Adaptojenler yüzyıllardır insanlar tarafından strese karşı kullanılsa da adaptojen terimini ilk olarak 1940 yılında ortaya atan Nikolay Lazarev oldu. Adaptojenler çağdaş yaşamın getirdiği stresle başa çıkmak için giderek daha fazla kullanılıyorlar.
Adaptojenler Nedir?
Stres yaşamın normal bir parçasıdır. Ancak uzun süreli ve/veya tekrarlayıcı stres birçok psikolojik ve fiziksel soruna yol açabiliyor. Dolayısıyla stresle başa çıkma konusunda bazen desteğe ihtiyaç duyulabiliyor.
Adaptojenler de burada devreye giriyor. Adaptojenler, anksiyete ve duygudurum bozukluklarından, tükenmiş adrenal/kortizol seviyelerine kadar birçok şeye yardımcı olan bitkilerdir. Özellikle son yıllarda popülaritesini hayli artıran adaptojenler, binlerce yıldır kullanılıyor.
Adaptojenler, vücudumuzun stres ile başa çıkmasına yardımcı olan bir grup bitki olarak tanımlanabilir. “Adaptojen” kelimesi, bitkilerin eşsiz iyileştirici işlevlerini vücudun gereksinimine göre “uyarlama” yeteneğinden gelir.
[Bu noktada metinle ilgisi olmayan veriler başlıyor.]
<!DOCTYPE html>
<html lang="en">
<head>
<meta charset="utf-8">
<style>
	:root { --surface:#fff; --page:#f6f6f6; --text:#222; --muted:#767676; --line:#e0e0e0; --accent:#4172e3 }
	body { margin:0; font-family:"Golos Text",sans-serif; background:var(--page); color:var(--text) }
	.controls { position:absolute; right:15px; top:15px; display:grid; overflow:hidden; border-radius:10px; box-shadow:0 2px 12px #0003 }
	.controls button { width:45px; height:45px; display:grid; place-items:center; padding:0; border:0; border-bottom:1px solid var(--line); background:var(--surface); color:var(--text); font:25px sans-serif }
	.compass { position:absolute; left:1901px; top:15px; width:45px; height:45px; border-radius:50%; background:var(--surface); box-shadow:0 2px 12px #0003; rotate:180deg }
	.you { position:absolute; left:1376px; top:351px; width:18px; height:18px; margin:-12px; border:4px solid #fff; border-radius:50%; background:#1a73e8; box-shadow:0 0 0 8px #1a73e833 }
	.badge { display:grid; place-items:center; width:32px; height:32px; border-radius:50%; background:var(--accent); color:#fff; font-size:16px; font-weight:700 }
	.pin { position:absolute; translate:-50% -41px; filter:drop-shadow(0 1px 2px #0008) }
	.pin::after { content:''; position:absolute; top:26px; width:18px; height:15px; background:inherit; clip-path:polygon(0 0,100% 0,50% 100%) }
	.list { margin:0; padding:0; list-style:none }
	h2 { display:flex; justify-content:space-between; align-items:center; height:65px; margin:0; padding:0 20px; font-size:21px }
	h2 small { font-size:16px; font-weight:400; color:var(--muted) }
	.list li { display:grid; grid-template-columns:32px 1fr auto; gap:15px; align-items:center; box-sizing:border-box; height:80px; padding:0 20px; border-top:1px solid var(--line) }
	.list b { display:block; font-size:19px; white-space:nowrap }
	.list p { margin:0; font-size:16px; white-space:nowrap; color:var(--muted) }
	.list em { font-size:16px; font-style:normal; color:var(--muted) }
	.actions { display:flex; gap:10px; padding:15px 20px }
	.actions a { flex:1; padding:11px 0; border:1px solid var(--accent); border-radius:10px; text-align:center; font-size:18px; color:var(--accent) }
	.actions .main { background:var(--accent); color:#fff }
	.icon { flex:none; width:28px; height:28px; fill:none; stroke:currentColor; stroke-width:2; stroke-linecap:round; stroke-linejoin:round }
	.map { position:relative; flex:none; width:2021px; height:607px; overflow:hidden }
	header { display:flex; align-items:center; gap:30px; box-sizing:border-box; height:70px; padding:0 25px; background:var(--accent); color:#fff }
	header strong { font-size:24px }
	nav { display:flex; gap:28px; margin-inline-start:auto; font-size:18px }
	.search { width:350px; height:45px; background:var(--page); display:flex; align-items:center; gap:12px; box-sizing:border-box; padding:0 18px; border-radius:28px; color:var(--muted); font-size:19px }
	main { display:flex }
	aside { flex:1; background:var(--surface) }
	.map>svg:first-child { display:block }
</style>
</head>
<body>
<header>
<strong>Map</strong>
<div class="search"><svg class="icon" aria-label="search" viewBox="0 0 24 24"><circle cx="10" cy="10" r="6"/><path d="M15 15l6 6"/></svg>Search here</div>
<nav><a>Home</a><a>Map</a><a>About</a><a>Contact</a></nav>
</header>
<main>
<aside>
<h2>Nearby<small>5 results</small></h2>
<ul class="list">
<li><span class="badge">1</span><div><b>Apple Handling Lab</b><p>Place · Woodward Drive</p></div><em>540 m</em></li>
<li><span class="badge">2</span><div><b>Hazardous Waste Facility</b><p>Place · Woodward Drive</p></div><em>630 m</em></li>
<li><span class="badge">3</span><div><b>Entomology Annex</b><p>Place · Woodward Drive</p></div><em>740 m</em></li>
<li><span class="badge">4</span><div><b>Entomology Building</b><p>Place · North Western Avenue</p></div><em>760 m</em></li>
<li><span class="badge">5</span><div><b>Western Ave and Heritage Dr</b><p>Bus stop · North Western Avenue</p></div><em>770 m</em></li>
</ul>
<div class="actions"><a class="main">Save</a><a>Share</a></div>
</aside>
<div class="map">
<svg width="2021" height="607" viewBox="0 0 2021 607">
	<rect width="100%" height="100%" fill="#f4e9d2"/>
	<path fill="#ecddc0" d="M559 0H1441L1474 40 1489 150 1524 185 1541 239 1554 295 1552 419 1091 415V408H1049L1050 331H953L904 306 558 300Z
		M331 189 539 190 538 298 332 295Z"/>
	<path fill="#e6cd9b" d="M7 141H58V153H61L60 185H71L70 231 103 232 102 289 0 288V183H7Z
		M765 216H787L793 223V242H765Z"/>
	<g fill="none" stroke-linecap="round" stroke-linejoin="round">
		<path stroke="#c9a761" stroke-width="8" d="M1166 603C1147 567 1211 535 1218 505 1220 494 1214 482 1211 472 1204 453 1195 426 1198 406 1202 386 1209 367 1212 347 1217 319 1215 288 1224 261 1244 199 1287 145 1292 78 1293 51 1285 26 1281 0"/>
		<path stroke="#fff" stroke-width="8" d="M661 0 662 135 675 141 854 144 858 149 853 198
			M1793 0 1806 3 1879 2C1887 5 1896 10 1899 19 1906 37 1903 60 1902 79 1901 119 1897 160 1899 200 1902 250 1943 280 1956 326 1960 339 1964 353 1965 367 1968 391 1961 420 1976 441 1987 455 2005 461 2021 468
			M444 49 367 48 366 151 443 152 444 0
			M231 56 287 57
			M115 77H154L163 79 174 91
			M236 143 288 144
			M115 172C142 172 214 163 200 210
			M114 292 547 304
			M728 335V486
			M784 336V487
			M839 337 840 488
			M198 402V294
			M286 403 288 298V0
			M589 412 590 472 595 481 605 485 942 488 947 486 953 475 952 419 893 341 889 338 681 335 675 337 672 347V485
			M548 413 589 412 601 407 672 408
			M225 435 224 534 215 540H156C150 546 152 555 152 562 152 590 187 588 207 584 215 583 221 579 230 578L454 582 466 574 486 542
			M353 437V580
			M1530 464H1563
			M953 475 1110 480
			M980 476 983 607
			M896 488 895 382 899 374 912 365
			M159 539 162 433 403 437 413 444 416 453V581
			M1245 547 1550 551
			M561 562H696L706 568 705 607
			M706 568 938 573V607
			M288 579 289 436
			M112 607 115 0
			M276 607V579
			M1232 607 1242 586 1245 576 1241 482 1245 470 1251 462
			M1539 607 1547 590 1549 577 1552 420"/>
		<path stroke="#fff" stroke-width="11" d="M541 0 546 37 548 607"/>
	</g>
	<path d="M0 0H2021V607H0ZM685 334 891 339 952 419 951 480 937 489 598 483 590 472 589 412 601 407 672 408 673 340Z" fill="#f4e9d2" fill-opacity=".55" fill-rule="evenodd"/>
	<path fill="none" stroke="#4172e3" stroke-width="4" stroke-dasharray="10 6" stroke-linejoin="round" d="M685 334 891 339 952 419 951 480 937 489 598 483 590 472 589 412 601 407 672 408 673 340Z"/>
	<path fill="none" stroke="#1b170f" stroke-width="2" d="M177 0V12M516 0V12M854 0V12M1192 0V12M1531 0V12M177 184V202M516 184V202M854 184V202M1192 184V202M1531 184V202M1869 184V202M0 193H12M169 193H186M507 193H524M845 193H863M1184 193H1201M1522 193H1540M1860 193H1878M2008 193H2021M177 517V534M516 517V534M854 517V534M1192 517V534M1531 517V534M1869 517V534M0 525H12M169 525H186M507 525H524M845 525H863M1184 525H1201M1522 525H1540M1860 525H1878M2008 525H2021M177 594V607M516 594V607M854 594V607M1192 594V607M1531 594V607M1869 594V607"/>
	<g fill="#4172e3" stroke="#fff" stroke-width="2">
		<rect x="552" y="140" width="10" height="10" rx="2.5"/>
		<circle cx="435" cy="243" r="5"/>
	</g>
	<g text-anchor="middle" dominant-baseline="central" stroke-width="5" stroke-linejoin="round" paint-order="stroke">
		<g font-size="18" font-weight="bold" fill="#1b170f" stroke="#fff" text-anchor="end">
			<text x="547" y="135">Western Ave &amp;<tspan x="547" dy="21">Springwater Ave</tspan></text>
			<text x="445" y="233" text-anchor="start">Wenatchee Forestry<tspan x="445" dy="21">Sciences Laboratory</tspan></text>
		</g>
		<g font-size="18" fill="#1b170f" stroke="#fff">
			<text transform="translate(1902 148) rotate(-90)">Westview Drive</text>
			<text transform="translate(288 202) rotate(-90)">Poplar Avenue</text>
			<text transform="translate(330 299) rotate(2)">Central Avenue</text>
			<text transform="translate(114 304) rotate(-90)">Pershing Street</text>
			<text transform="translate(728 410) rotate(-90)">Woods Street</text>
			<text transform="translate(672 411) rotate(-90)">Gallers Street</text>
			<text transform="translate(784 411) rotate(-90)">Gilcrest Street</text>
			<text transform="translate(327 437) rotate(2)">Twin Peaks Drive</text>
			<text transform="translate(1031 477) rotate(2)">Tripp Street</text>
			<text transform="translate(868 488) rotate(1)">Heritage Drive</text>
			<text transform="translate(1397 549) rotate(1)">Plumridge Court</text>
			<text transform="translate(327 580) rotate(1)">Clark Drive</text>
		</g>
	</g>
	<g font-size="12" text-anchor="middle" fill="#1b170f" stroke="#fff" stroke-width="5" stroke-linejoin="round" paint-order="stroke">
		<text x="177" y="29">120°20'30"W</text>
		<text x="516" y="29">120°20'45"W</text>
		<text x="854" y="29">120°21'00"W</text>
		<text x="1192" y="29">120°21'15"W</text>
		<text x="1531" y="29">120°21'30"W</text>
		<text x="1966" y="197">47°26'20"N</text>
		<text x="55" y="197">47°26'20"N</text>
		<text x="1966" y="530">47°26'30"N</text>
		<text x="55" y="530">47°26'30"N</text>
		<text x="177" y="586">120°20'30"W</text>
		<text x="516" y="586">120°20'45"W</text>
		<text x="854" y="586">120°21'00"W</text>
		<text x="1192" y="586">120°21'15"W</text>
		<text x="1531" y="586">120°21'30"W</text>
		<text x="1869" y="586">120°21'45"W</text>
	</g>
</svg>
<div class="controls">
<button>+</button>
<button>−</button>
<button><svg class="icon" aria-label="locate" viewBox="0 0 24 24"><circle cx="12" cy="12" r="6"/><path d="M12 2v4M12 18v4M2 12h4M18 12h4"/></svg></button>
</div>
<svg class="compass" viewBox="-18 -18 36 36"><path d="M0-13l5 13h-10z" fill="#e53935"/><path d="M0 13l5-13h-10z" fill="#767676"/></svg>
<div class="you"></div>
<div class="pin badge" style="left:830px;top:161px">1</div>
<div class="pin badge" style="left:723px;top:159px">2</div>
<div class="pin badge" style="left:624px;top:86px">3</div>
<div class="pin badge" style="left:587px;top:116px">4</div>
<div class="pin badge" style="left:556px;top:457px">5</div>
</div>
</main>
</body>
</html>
Kan basıncını stabilize etmek, kortizol ve adrenal seviyelerini düzenlemek veya kronik stresi gidermek için adaptojen bitkilerden faydalanılabilir. Adaptojenler 3 spesifik kriteri karşılamalıdır;
1. Toksik olmamak, güvenli olmak
2. Sadece bir organ veya sistem için değil, genel bağışıklık sisteminin gücünü artıran geniş faydalara sahip olmak
3. Vücut için denge sağlamak
Stresin vücttaki etkileri
Adaptojenlerin nasıl işe yaradığını anlamak için, stres karşısında vücudunda meydana gelen değişimleri bilmek önemli. Çünkü stres, genelde soyut bir kavram gibi düşünülür. Ancak etkileri gayet somuttur.
Fiziksel veya mental bir stres kaynağı ile karşılaşıldığında vücut genel adaptasyon sendromu adı verilen bir yanıt oluşturur. Bu yanıtın başlıca aşamaları şunlardır:
- Alarm dönemi: Stres yaratan etkenle ilk karşılaşmanın şoku dönemi diyebiliriz.
- Uyum dönemi: Vücut bu yeni duruma ayak uydurmaya çalışır.
- Direnç dönemi: Vücut bu durumun üstesinden gelemezse kendini zorlamaya başlar.
- Tükeniş dönemi: Vücudun strese yenik düştüğü dönemdir. Stresin vücutta yarattığı psikolojik ve fiziksel negatif etkiler görülür.
Adaptojenler uyarıcı etkileriyle genellikle direnç dönemini uzatarak tükenişi geciktirmeyi sağlar ve stres kaynağıyla başa çıkmayı kolaylaştırırlar. Bu şekilde adaptojenler strese karşı adeta bir mini aşı görevi görürler.
Kronik stresin azalması sonucunda vücutta katekolamin ve kortizol düzeyleri düşer ve buna bağlı olarak obezite dahil pek çok metabolik sorunun azaltılması sağlanabilir. Bu durum ayrıca ağrı, sindirim bozuklukları, uykusuzluk ve benzeri sorunlarda da katkı sağlar.
Başlıca adaptojenler
Pek çok bitki ve mantar adaptojen etkiye sahiptir, ancak bu etkiler her birinde farklıdır. Aşağıdaki tablo başlıca adaptojen bitkileri ve etkilerini göstermektedir.
Adaptojenler toz halinde, kapsüllerde veya tentür şeklinde kullanılabilir. Ancak, bunların dozunun bir doktor veya eczacı tarafından ayarlanması gerekir. Ayrıca, her adaptojen için optimal kullanım zamanı ve doz aralıkları farklı olabilir. Doz güvenliği açısından hazır toz ve kapsüller daha uygundur.
Adaptojenler yararlı ve genellikle zararsız olmakla birlikte, düzenli ve dozunda alınması gereken maddelerdir. Bunların etkilerinin uzun vadede görüleceği unutulmamalıdır. Ayrıca, tüm bitkisel ajanlar gibi, bunlarda toksik ve allerjik reaksiyonlar ortaya çıkabilir. Bu maddelerin kullanılan diğer ilaç ve maddelerle etkileşebileceği de akılda tutulmalıdır. Ayrıca, her bireyin yanıtı da farklı olabilir.
Bu yazıda anlatılanlar bilgilendirme amaçlıdır. Tanı ve tedavi için doktorunuzun önerileri çerçevesinde hareket ediniz.